Problem description → Write the lines out again, from the top of the material to the line containing "1221, 31, 13, 8);", pictures excluded.

Recorded information →
++++++++
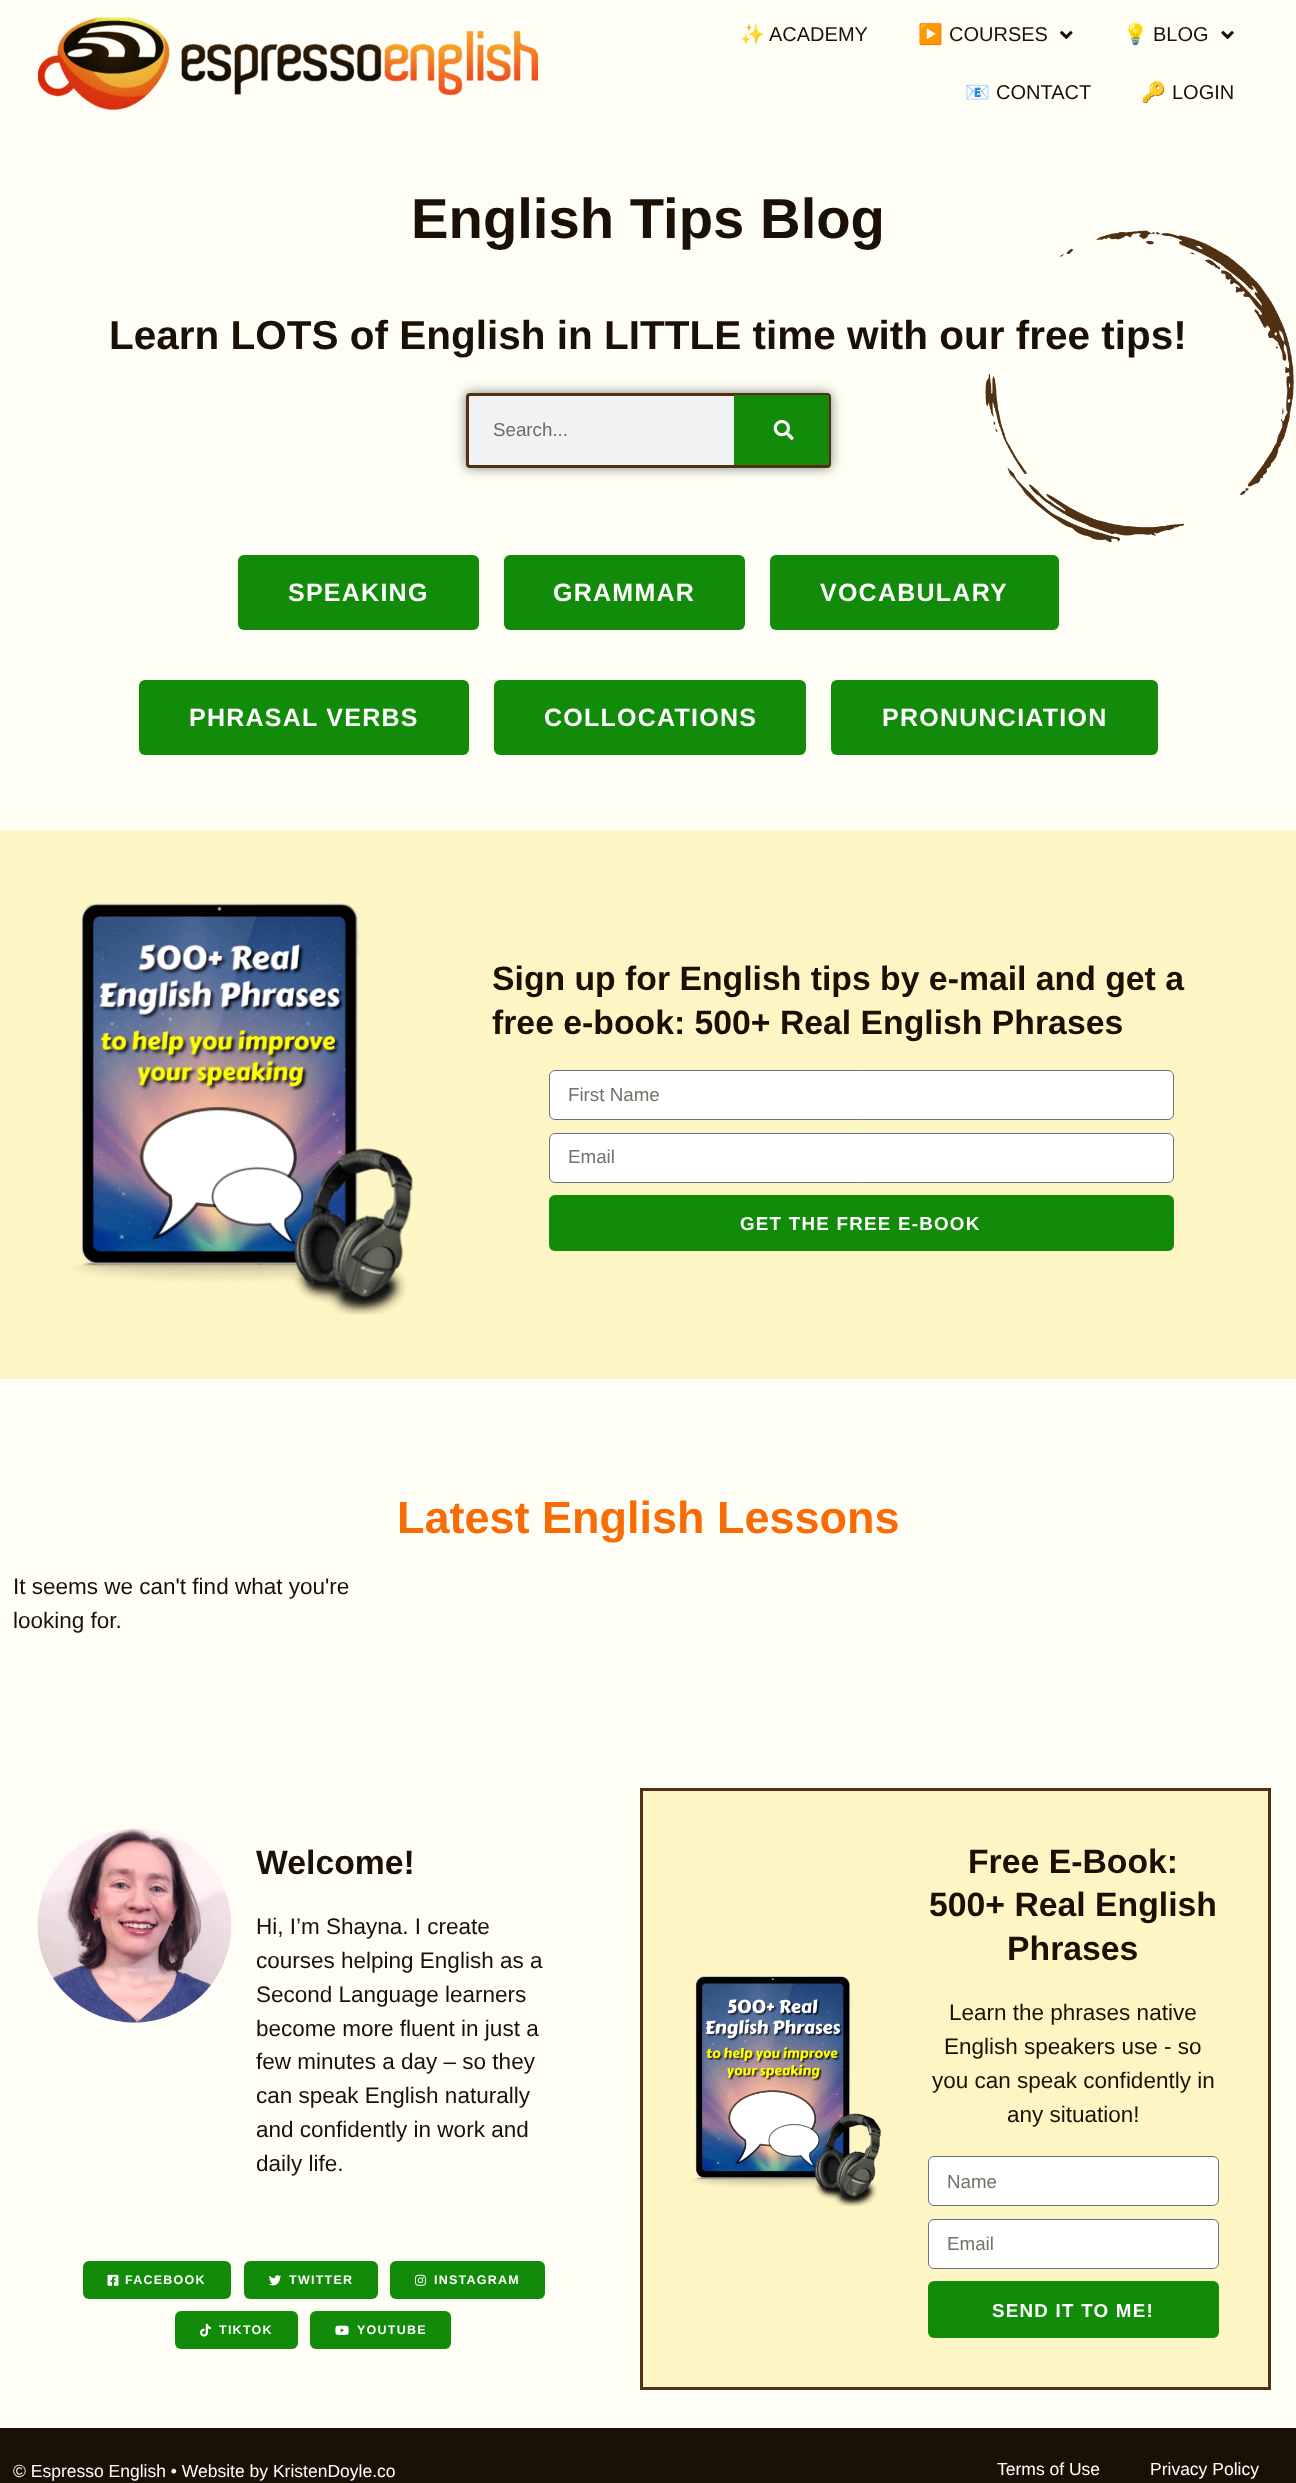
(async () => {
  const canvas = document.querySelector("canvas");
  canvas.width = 1296;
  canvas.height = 2483;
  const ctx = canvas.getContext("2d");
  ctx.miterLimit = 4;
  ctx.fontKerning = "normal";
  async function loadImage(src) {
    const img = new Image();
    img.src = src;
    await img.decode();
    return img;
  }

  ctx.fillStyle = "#fffef6";
  ctx.fillRect(0, 0, 1296, 2483);
  ctx.drawImage(await loadImage("img/1.png"), 38, 17, 500, 93);
  ctx.drawImage(await loadImage("img/2.png"), 1060, 31, 13, 8);
  ctx.drawImage(await loadImage("img/3.png"), 1221, 31, 13, 8);
  ctx.drawImage(await loadImage("img/4.png"), 985, 230, 309, 313);
  ctx.fillStyle = "rgba(0, 0, 0, 0.5)";
  ctx.filter = "blur(6px)";
  ctx.beginPath();
  ctx.roundRect(466, 393, 365, 75, 4);
  ctx.fill();
  ctx.filter = "none";
  ctx.fillStyle = "#f1f2f3";
  ctx.beginPath();
  ctx.roundRect(467.5, 394.5, 362, 72, 2.5);
  ctx.fill();
  ctx.strokeStyle = "#513113";
  ctx.lineWidth = 3;
  ctx.stroke();
  ctx.fillStyle = "#128a0a";
  ctx.beginPath();
  ctx.roundRect(734, 395, 95, 70, [0, 1, 1, 0]);
  ctx.fill();
  ctx.drawImage(await loadImage("img/5.png"), 773, 420, 21, 20);
  ctx.beginPath();
  ctx.roundRect(238, 555, 241, 75, 6);
  ctx.fill();
  ctx.beginPath();
  ctx.roundRect(504, 555, 241, 75, 6);
  ctx.fill();
  ctx.beginPath();
  ctx.roundRect(770, 555, 289, 75, 6);
  ctx.fill();
  ctx.beginPath();
  ctx.roundRect(139, 680, 330, 75, 6);
  ctx.fill();
  ctx.beginPath();
  ctx.roundRect(494, 680, 312, 75, 6);
  ctx.fill();
  ctx.beginPath();
  ctx.roundRect(831, 680, 327, 75, 6);
  ctx.fill();
  ctx.fillStyle = "#fef5c4";
  ctx.fillRect(0, 830, 1296, 549);
  ctx.drawImage(await loadImage("img/6.png"), 71, 903, 342, 412);
  ctx.fillStyle = "#ffffff";
  ctx.beginPath();
  ctx.roundRect(549.5, 1070.5, 624, 49, 5.5);
  ctx.fill();
  ctx.strokeStyle = "#69727d";
  ctx.lineWidth = 1;
  ctx.stroke();
  ctx.beginPath();
  ctx.roundRect(549.5, 1133.5, 624, 49, 5.5);
  ctx.fill();
  ctx.stroke();
  ctx.fillStyle = "#128a0a";
  ctx.beginPath();
  ctx.roundRect(549, 1195, 625, 56, 6);
  ctx.fill();
  ctx.drawImage(await loadImage("img/7.png"), 37, 1828, 195, 195);
  ctx.beginPath();
  ctx.roundRect(83, 2261, 148, 38, 6);
  ctx.fill();
  ctx.drawImage(await loadImage("img/8.png"), 107, 2274, 12, 12);
  ctx.beginPath();
  ctx.roundRect(244, 2261, 134, 38, 6);
  ctx.fill();
  ctx.drawImage(await loadImage("img/9.png"), 269, 2275, 13, 11);
  ctx.beginPath();
  ctx.roundRect(390, 2261, 155, 38, 6);
  ctx.fill();
  ctx.drawImage(await loadImage("img/10.png"), 415, 2274, 11, 12);
  ctx.beginPath();
  ctx.roundRect(175, 2311, 123, 38, 6);
  ctx.fill();
  ctx.drawImage(await loadImage("img/11.png"), 200, 2324, 11, 13);
  ctx.beginPath();
  ctx.roundRect(310, 2311, 141, 38, 6);
  ctx.fill();
  ctx.drawImage(await loadImage("img/12.png"), 335, 2325, 14, 10);
  ctx.fillStyle = "#fef5c4";
  ctx.beginPath();
  ctx.rect(641.5, 1789.5, 628, 599);
  ctx.fill();
  ctx.strokeStyle = "#513113";
  ctx.lineWidth = 3;
  ctx.stroke();
  ctx.drawImage(await loadImage("img/13.png"), 690, 1976, 191, 231);
  ctx.fillStyle = "#ffffff";
  ctx.beginPath();
  ctx.roundRect(928.5, 2156.5, 290, 49, 5.5);
  ctx.fill();
  ctx.strokeStyle = "#69727d";
  ctx.lineWidth = 1;
  ctx.stroke();
  ctx.beginPath();
  ctx.roundRect(928.5, 2219.5, 290, 49, 5.5);
  ctx.fill();
  ctx.stroke();
  ctx.fillStyle = "#128a0a";
  ctx.beginPath();
  ctx.roundRect(928, 2281, 291, 57, 6);
  ctx.fill();
  ctx.fillStyle = "#1b1004";
  ctx.fillRect(0, 2428, 1296, 55);
  ctx.font = "20px Noto Color Emoji";
  ctx.fillText("✨", 740, 41);
  ctx.font = "20px Liberation Sans";
  ctx.fillText("ACADEMY", 769, 41);
  ctx.font = "20px Noto Color Emoji";
  ctx.fillText("▶️", 918, 41);
  ctx.font = "20px Liberation Sans";
  ctx.fillText("COURSES", 949, 41);
  ctx.font = "20px Noto Color Emoji";
  ctx.fillText("💡", 1123, 41);
  ctx.font = "20px Liberation Sans";
  ctx.fillText("BLOG", 1153, 41);
  ctx.font = "20px Noto Color Emoji";
  ctx.fillText("📧", 965, 99);
  ctx.font = "20px Liberation Sans";
  ctx.fillText("CONTACT", 996, 99);
  ctx.font = "20px Noto Color Emoji";
  ctx.fillText("🔑", 1141, 99);
  ctx.font = "20px Liberation Sans";
  ctx.fillText("LOGIN", 1172, 99);
  ctx.font = "bold 56.25px Liberation Sans";
  ctx.fillText("English Tips Blog", 411, 238);
  ctx.font = "bold 40.5px Liberation Sans";
  ctx.fillText("Learn LOTS of English in LITTLE time with our free tips!", 109, 349);
  ctx.font = "18.75px Liberation Sans";
  ctx.fillStyle = "#716a64";
  ctx.fillText("Search...", 493, 436);
  ctx.letterSpacing = "1.25px";
  ctx.font = "bold 25px Liberation Sans";
  ctx.fillStyle = "#ffffff";
  for (const [text, x, y] of [
    ["SPEAKING", 288, 601],
    ["GRAMMAR", 553, 601],
    ["VOCABULARY", 820, 601],
    ["PHRASAL VERBS", 189, 726],
    ["COLLOCATIONS", 544, 726],
    ["PRONUNCIATION", 882, 726],
  ]) {
    ctx.fillText(text, x, y);
  }
  ctx.letterSpacing = "0px";
  ctx.font = "bold 33.75px Liberation Sans";
  ctx.fillStyle = "#1b1004";
  ctx.fillText("Sign up for English tips by e-mail and get a", 492, 990);
  ctx.fillText("free e-book: 500+ Real English Phrases", 492, 1034);
  ctx.font = "18.75px Liberation Sans";
  ctx.fillStyle = "#767068";
  ctx.fillText("First Name", 568, 1101);
  ctx.fillText("Email", 568, 1163);
  ctx.letterSpacing = "1.25px";
  ctx.font = "bold 18.75px Liberation Sans";
  ctx.fillStyle = "#ffffff";
  ctx.fillText("GET THE FREE E-BOOK", 740, 1230);
  ctx.letterSpacing = "0px";
  ctx.font = "bold 45px Liberation Sans";
  ctx.fillStyle = "#f86c06";
  ctx.fillText("Latest English Lessons", 397, 1533);
  ctx.font = "22.5px Liberation Sans";
  ctx.fillStyle = "#1b1004";
  ctx.fillText("It seems we can't find what you're", 13, 1594);
  ctx.fillText("looking for.", 13, 1628);
  ctx.font = "bold 33.75px Liberation Sans";
  ctx.fillText("Welcome!", 256, 1874);
  ctx.font = "22.5px Liberation Sans";
  for (const [text, x, y] of [
    ["Hi, I’m Shayna. I create", 256, 1934],
    ["courses helping English as a", 256, 1968],
    ["Second Language learners", 256, 2002],
    ["become more fluent in just a", 256, 2036],
    ["few minutes a day – so they", 256, 2069],
    ["can speak English naturally", 256, 2103],
    ["and confidently in work and", 256, 2137],
    ["daily life.", 256, 2171],
  ]) {
    ctx.fillText(text, x, y);
  }
  ctx.letterSpacing = "1.25px";
  ctx.font = "bold 12.5px Liberation Sans";
  ctx.fillStyle = "#ffffff";
  for (const [text, x, y] of [
    ["FACEBOOK", 125, 2284],
    ["TWITTER", 289, 2284],
    ["INSTAGRAM", 434, 2284],
    ["TIKTOK", 219, 2334],
    ["YOUTUBE", 357, 2334],
  ]) {
    ctx.fillText(text, x, y);
  }
  ctx.letterSpacing = "0px";
  ctx.font = "bold 33.75px Liberation Sans";
  ctx.fillStyle = "#1b1004";
  for (const [text, x, y] of [
    ["Free E-Book:", 968, 1873],
    ["500+ Real English", 929, 1916],
    ["Phrases", 1007, 1960],
  ]) {
    ctx.fillText(text, x, y);
  }
  ctx.font = "22.5px Liberation Sans";
  for (const [text, x, y] of [
    ["Learn the phrases native", 949, 2020],
    ["English speakers use - so", 944, 2054],
    ["you can speak confidently in", 932, 2088],
    ["any situation!", 1007, 2122],
  ]) {
    ctx.fillText(text, x, y);
  }
  ctx.font = "18.75px Liberation Sans";
  ctx.fillStyle = "#767068";
  ctx.fillText("Name", 947, 2188);
  ctx.fillText("Email", 947, 2250);
  ctx.letterSpacing = "1.25px";
  ctx.font = "bold 18.75px Liberation Sans";
  ctx.fillStyle = "#ffffff";
  ctx.fillText("SEND IT TO ME!", 992, 2317);
  ctx.letterSpacing = "0px";
  ctx.font = "17.5px Liberation Sans";
  for (const [text, x, y] of [
    ["© Espresso English • Website by KristenDoyle.co", 13, 2477],
    ["Terms of Use", 997, 2475],
    ["Privacy Policy", 1150, 2475],
  ]) {
    ctx.fillText(text, x, y);
  }
})();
++++++++
Completed exercise →
(async () => {
  const canvas = document.querySelector("canvas");
  canvas.width = 1296;
  canvas.height = 2483;
  const ctx = canvas.getContext("2d");
  ctx.miterLimit = 4;
  ctx.fontKerning = "normal";
  async function loadImage(src) {
    const img = new Image();
    img.src = src;
    await img.decode();
    return img;
  }

  ctx.fillStyle = "#fffef6";
  ctx.fillRect(0, 0, 1296, 2483);
  ctx.drawImage(await loadImage("img/1.png"), 38, 17, 500, 93);
  ctx.drawImage(await loadImage("img/2.png"), 1060, 31, 13, 8);
  ctx.drawImage(await loadImage("img/3.png"), 1221, 31, 13, 8);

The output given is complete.